A Parametric Study on Autonomous Integrity Monitoring using non-GNSS Signals

Abstract

Navigation integrity is a well-established concept in the aviation domain. Motivated by the increased research on autonomy across all transportation sectors, integrity algorithms are now being explored for new use cases and measurement types. The attempt generally is to pair Global Navigation Satellite Systems (GNSS) signals with an inertial measurement unit (IMU) and measurements from other sensors, such as a camera or signals of opportunity. Two conflicting aspects make this a very challenging problem. On the one hand, tighter protection levels are demanded than those currently available in aviation. On the other hand, these new types of measurements have been less well studied than those from GNSS signals. In addition, they are often received in challenging environments such as urban areas, making it significantly more challenging to bound the errors tails. In this paper, we attempt to identify how this gap between demanded performance and less reliable ranging measurements from fifth generation (5G) cellular networks can be closed.

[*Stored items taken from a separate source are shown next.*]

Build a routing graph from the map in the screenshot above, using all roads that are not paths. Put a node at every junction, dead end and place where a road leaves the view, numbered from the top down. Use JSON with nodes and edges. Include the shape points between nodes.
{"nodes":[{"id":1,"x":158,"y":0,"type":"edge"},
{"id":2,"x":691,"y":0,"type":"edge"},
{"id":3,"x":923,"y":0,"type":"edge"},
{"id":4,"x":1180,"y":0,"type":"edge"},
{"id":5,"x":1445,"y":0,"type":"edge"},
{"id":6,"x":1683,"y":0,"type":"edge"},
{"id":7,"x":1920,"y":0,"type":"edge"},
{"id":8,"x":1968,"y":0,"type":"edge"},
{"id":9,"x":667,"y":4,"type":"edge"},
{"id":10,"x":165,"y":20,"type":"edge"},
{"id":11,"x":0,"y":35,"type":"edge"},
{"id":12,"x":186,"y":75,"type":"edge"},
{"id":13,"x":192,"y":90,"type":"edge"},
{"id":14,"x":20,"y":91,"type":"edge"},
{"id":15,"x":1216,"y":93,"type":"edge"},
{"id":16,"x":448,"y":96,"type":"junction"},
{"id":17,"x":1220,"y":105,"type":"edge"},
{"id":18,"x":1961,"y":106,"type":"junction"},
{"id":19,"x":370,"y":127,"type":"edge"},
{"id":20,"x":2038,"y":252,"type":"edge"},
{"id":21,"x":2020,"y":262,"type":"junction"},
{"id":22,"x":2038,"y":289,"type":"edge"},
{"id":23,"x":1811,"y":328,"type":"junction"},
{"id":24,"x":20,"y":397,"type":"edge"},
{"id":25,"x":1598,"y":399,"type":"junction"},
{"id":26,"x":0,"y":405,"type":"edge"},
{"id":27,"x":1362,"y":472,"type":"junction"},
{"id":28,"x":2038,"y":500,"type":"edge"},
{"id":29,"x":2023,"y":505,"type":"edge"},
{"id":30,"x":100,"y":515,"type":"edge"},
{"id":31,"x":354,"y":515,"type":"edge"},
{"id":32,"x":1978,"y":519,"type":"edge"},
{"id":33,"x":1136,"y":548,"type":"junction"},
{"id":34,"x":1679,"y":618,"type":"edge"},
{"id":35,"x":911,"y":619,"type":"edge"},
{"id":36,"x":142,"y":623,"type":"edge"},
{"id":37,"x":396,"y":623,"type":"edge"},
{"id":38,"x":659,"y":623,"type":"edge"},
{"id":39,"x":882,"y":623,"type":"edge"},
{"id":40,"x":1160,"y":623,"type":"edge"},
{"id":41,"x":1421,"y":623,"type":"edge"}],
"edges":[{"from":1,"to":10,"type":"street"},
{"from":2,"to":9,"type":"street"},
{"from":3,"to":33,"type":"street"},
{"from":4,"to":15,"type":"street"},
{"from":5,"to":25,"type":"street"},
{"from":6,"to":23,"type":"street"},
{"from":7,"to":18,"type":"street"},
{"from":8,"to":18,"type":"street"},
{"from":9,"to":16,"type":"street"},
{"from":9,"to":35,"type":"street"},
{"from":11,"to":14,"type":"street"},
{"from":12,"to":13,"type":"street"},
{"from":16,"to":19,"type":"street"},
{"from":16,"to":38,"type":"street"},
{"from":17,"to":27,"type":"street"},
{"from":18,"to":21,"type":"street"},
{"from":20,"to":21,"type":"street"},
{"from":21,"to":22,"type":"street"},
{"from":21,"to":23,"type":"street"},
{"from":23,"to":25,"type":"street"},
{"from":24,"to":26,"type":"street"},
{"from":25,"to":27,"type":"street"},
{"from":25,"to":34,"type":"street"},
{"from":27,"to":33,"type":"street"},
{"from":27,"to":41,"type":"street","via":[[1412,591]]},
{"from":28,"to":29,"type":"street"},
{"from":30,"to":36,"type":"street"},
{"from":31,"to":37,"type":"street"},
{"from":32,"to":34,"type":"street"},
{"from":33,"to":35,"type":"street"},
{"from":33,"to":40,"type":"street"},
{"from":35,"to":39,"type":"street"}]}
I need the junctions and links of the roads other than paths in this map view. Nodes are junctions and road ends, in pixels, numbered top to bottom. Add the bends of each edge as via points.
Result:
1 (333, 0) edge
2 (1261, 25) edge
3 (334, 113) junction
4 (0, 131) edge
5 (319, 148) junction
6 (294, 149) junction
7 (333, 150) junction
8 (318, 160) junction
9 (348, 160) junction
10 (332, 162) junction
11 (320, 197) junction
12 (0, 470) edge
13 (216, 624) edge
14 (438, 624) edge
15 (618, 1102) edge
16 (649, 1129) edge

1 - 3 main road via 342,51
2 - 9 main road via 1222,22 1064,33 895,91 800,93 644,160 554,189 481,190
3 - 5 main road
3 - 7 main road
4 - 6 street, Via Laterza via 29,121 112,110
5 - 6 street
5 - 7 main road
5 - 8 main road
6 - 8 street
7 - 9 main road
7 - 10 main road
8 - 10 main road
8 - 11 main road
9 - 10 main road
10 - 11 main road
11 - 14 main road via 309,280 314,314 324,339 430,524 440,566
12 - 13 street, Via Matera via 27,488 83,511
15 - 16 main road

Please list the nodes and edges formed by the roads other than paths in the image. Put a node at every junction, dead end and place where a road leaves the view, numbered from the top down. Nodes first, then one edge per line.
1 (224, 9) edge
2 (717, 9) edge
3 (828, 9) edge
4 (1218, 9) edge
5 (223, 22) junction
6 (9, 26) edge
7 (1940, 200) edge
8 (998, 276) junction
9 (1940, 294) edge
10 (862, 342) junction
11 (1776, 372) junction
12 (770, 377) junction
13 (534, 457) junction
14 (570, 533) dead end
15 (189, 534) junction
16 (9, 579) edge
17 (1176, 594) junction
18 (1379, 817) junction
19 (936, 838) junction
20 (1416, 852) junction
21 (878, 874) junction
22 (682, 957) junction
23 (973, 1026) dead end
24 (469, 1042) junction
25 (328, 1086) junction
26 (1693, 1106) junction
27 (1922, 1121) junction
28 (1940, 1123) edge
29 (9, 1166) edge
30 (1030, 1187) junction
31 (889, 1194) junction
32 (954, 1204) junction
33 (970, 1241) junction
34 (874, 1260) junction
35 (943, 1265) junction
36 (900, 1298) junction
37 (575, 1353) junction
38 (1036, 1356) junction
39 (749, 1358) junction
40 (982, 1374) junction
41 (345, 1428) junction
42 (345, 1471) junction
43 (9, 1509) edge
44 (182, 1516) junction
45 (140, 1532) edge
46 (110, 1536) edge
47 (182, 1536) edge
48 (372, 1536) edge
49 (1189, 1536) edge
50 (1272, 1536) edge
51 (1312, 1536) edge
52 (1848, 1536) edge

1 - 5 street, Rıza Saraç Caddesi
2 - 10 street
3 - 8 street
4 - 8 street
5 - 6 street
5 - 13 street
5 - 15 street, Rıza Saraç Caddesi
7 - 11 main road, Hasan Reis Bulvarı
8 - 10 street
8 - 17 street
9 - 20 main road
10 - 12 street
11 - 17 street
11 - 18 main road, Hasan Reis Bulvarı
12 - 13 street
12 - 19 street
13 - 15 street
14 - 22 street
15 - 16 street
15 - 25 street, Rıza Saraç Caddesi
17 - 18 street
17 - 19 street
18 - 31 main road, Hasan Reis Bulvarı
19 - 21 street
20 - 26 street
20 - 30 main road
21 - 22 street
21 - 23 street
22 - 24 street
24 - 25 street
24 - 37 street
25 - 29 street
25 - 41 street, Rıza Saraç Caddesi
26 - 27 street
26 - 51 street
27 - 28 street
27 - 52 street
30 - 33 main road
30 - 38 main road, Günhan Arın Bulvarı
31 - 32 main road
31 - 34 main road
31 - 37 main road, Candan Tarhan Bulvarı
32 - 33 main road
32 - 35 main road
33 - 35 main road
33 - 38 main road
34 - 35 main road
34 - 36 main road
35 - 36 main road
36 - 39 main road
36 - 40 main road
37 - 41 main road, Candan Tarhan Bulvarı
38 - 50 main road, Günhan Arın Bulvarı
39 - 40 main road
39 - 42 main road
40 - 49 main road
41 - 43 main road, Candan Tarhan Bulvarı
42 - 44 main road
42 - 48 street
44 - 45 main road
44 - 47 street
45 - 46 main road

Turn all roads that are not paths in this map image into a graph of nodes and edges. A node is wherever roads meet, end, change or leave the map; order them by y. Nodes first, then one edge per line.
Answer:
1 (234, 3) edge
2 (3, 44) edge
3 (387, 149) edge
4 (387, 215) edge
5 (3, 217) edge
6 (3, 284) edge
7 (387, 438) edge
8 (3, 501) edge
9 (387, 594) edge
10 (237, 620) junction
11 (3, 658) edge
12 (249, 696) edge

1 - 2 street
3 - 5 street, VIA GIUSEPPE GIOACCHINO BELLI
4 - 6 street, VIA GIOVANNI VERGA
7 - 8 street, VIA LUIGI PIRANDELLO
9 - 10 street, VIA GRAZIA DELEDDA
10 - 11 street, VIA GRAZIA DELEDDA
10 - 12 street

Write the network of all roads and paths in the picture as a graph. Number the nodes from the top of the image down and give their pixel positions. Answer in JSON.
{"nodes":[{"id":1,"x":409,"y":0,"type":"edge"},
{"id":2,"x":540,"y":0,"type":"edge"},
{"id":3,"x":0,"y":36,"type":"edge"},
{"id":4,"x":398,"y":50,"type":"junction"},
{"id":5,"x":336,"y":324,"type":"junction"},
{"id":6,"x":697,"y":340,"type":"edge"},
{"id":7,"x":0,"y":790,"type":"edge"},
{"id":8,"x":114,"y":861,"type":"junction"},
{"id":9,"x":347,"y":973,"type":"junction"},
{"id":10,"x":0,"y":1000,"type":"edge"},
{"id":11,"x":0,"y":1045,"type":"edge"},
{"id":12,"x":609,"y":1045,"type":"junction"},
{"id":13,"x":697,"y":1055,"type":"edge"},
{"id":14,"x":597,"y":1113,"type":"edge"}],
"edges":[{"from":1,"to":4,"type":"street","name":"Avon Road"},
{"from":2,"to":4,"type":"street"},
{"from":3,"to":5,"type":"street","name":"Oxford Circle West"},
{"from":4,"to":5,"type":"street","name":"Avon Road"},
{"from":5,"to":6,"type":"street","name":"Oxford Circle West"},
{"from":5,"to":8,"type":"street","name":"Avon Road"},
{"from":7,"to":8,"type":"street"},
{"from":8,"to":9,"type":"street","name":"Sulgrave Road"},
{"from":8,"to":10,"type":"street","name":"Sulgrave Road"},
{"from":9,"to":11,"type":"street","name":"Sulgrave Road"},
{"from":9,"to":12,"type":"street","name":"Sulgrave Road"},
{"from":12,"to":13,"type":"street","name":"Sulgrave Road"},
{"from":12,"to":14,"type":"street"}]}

First, we show how to include measurements from non-GNSS sources (i.e., 5G) into a well-established integrity algorithm. We then present a parametric study showing the effect of varying key parameters in the integrity algorithm, such as the measurement's nominal distribution, the probabilities that this nominal distribution is not valid, as well as the continuity and integrity requirements. Our results provide guidance on acceptable values for the nominal measurement model, they indicate that fault rates have to be kept below 10–4 and that a relaxation of the integrity requirement can result in significantly tighter protection levels.